2.3 Transmission in the visible

To ensure optimum transmission in the visible, optical glasses have to be made from oxides, the bandgap of which is so high that only photons with an energy corresponding to a frequency in the ultraviolet (UV) will be absorbed. Such oxides are, for example, SiO₂, B₂O₃, and CaO [5]. Low band gap oxides, which act as colouring agents, such as FeO or Fe₂O₃, are carefully avoided.

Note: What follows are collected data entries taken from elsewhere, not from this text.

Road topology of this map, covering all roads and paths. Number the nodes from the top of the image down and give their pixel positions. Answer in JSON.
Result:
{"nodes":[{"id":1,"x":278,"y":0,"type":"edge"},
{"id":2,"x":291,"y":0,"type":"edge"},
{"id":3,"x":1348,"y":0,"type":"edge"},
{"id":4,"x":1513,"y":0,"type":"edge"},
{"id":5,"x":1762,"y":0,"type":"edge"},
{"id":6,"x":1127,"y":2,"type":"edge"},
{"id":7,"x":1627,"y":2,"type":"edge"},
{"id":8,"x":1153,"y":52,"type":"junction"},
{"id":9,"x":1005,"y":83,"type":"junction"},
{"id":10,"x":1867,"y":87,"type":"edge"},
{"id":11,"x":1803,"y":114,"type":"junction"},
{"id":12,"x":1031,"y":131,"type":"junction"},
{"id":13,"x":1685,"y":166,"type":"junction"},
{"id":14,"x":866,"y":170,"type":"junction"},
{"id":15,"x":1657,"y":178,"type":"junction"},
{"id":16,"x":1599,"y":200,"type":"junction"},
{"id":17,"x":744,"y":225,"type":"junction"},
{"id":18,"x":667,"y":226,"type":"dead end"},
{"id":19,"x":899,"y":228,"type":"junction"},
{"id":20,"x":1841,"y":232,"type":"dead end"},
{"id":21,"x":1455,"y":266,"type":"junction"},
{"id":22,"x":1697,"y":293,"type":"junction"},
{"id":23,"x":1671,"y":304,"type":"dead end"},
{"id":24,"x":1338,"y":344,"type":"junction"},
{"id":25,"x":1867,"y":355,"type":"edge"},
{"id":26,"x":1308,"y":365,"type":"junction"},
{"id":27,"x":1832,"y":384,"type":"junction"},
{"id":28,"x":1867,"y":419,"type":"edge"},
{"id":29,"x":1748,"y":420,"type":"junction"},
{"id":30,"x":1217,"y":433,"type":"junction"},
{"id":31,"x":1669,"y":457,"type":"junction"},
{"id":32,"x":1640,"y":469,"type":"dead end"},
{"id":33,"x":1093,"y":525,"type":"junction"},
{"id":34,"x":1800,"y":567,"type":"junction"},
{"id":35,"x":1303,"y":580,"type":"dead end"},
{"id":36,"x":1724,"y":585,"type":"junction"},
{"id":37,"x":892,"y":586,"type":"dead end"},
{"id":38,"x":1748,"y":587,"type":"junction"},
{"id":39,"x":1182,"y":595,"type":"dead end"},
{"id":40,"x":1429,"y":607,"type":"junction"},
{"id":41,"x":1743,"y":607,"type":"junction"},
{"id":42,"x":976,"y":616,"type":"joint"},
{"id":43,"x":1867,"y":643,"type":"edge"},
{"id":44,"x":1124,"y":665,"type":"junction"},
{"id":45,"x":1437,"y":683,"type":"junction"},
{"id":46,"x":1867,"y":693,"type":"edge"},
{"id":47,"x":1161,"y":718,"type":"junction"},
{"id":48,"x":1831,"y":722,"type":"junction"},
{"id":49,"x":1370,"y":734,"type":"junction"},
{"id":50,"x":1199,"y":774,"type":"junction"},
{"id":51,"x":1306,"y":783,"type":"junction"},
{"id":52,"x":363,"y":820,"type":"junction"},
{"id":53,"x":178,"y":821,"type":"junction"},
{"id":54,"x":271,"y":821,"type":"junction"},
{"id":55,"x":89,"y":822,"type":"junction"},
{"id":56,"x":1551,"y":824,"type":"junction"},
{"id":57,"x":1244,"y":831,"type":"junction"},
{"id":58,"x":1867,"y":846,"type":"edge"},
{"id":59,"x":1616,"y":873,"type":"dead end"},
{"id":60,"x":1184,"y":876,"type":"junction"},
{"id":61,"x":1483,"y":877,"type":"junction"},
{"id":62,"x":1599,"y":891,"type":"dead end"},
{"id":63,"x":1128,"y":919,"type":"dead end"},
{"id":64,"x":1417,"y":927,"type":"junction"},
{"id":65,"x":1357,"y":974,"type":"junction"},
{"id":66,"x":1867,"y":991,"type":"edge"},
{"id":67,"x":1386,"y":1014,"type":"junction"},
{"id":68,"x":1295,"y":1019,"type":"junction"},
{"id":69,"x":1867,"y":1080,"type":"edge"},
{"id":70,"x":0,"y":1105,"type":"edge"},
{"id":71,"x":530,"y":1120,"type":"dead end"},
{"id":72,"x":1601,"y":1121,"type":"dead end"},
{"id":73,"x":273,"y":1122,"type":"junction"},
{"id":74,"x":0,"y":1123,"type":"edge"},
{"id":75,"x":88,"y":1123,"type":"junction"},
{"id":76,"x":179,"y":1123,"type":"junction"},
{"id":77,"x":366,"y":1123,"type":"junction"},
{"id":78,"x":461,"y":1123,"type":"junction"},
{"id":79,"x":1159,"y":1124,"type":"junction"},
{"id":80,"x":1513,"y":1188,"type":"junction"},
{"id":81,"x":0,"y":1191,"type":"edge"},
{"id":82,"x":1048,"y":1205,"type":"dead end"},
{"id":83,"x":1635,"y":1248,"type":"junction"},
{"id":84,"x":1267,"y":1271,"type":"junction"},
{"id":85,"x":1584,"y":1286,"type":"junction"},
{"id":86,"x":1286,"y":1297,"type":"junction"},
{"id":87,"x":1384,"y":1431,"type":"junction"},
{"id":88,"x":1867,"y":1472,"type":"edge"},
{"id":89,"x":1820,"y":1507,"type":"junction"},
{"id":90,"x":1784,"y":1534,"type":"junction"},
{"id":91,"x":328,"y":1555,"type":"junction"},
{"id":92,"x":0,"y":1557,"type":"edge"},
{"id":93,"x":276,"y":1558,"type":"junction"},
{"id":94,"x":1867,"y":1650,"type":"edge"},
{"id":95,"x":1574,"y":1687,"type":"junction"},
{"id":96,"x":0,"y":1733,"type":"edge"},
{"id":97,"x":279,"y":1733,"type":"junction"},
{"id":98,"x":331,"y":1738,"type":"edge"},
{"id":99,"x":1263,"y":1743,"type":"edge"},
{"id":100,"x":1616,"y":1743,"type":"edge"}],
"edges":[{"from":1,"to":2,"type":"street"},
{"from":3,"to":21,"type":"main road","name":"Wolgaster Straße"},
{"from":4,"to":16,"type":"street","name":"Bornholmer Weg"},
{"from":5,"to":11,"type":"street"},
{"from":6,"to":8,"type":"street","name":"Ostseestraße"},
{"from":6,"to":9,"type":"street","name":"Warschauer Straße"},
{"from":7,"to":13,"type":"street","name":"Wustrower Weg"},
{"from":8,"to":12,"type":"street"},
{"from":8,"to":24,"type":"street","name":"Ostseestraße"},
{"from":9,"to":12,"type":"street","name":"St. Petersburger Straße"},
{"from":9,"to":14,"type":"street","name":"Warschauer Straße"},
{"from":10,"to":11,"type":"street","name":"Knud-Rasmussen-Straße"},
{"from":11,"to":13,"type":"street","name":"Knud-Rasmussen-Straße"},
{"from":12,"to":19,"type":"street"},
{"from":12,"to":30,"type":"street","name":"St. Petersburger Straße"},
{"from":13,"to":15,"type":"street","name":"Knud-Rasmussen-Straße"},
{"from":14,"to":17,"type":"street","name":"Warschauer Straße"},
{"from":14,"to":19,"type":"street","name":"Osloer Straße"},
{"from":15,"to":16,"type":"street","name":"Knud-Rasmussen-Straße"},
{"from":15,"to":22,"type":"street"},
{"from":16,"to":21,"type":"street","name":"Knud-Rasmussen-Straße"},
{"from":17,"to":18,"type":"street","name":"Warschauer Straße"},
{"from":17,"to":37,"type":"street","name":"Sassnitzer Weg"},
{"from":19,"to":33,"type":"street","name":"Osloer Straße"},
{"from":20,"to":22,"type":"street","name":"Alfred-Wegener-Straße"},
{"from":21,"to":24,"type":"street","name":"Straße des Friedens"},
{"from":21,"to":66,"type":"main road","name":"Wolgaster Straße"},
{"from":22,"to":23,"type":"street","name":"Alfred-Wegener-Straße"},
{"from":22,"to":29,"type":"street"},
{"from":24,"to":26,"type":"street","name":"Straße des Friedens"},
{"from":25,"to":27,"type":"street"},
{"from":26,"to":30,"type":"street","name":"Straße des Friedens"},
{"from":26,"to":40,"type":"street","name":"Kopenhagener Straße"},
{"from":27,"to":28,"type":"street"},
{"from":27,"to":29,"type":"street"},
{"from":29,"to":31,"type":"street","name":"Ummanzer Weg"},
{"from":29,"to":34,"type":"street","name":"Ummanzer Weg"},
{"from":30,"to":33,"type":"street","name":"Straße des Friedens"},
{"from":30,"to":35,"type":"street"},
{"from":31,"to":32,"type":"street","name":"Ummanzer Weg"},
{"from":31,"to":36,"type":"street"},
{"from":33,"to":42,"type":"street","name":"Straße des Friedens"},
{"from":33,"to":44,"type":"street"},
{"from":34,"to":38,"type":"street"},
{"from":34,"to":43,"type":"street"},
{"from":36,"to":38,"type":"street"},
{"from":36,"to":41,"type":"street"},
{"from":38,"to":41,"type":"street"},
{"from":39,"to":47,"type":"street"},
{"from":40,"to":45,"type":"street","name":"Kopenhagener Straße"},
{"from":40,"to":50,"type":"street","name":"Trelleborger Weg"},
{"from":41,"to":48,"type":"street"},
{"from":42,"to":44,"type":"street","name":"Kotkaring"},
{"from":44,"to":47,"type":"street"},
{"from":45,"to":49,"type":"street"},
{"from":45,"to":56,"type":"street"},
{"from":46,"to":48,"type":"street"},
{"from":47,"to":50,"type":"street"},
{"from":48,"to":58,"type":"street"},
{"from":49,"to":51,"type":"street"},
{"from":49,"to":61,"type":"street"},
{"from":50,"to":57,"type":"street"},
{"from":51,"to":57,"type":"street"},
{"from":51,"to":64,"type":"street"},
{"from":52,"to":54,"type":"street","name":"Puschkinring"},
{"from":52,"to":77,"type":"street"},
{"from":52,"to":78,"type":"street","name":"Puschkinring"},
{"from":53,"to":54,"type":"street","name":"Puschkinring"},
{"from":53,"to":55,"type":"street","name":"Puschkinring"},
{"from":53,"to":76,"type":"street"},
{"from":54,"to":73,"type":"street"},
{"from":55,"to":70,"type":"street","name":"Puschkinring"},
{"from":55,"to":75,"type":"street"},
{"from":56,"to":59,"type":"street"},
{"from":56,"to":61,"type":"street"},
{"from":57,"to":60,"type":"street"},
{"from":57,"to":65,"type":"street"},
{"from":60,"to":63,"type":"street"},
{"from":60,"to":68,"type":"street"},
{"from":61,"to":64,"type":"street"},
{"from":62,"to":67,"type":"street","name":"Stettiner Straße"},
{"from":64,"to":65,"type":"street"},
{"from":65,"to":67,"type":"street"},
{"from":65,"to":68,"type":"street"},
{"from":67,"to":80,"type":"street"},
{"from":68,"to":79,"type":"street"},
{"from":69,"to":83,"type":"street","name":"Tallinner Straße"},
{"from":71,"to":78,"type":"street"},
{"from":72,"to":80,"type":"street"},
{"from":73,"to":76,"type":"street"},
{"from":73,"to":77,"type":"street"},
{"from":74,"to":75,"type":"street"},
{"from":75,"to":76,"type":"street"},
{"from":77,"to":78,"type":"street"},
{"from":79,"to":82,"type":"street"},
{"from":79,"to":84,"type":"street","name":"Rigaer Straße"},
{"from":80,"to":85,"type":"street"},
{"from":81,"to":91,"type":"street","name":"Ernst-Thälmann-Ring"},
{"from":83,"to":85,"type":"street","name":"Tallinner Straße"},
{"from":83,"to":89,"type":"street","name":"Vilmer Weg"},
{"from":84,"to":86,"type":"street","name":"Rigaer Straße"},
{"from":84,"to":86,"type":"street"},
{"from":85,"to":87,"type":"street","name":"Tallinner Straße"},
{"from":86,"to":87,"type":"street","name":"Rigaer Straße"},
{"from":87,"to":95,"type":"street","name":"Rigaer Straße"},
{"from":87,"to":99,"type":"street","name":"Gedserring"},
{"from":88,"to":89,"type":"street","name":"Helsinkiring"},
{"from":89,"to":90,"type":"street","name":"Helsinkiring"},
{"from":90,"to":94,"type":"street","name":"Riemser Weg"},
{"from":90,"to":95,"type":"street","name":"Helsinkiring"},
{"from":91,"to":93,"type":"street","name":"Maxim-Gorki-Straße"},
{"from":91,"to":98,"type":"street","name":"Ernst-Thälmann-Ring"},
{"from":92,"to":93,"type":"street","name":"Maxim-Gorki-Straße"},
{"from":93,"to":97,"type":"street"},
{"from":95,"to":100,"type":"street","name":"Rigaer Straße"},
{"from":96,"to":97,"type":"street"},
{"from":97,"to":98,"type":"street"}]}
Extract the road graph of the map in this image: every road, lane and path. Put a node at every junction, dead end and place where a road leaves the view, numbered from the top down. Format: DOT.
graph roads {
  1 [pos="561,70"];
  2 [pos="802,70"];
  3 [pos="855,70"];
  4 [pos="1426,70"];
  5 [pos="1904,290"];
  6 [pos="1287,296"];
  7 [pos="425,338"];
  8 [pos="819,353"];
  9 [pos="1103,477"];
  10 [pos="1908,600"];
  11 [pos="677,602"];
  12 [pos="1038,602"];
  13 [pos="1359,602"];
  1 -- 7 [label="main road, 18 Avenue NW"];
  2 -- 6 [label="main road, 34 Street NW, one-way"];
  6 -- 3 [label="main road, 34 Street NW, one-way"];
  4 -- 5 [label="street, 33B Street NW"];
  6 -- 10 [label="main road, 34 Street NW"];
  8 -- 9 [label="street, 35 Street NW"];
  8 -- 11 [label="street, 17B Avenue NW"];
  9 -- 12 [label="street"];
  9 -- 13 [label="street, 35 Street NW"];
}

From the bandgap values of the oxides involved in the composition, one may get a first estimate of the UV absorption edge of the corresponding glass. For quartz glass, the UV absorption edge will be at 160 nm [6] corresponding to a bandgap of 8.9 eV of alpha-quartz [7]. This is only true, however, in the absence of impurities. Small traces of TiO₂, for instance, will give rise to an absorption peak in the UV [8] whereas increasing concentrations of TiO₂ in the composition will shift the UV absorption edge to longer wavelengths.

For a deeper understanding of the UV absorption edge, one has to take into account the particularities of the glassy state which cause a “smearing out” of the absorption edge (Urbach-Tail [9]).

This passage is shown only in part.